++++ Exercise materials ++++

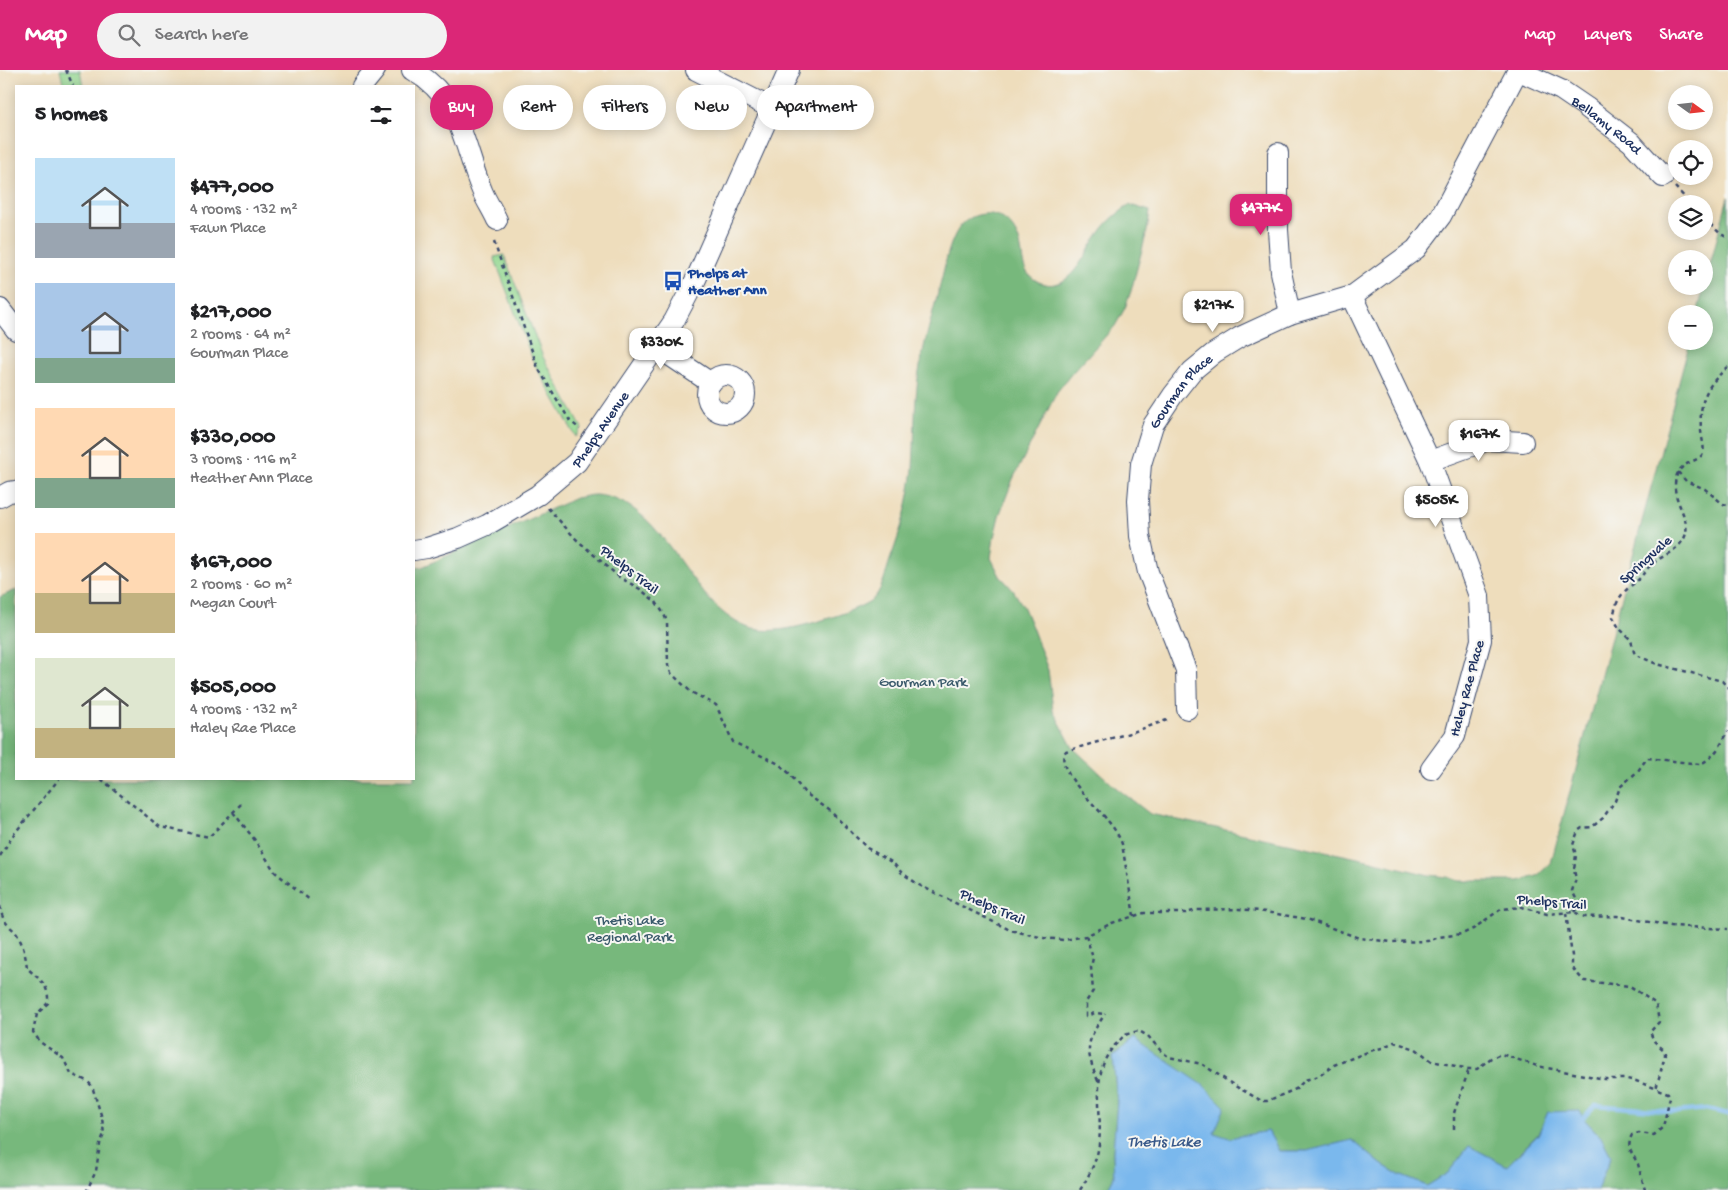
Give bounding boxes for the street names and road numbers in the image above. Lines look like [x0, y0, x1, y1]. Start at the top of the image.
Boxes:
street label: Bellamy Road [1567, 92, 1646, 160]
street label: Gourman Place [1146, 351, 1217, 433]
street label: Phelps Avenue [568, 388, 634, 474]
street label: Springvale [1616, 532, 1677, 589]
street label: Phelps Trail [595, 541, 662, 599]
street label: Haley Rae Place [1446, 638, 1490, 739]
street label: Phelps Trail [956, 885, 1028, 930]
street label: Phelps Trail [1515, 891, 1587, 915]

++++

Give back each entry exactly as it appears. Leave pictures out.

Give bounding boxes for the street names and road numbers in the image above. Lines look like [x0, y0, x1, y1]. Start at the top of the image.
Boxes:
street label: Bellamy Road [1567, 92, 1646, 160]
street label: Gourman Place [1146, 351, 1217, 433]
street label: Phelps Avenue [568, 388, 634, 474]
street label: Springvale [1616, 532, 1677, 589]
street label: Phelps Trail [595, 541, 662, 599]
street label: Haley Rae Place [1446, 638, 1490, 739]
street label: Phelps Trail [956, 885, 1028, 930]
street label: Phelps Trail [1515, 891, 1587, 915]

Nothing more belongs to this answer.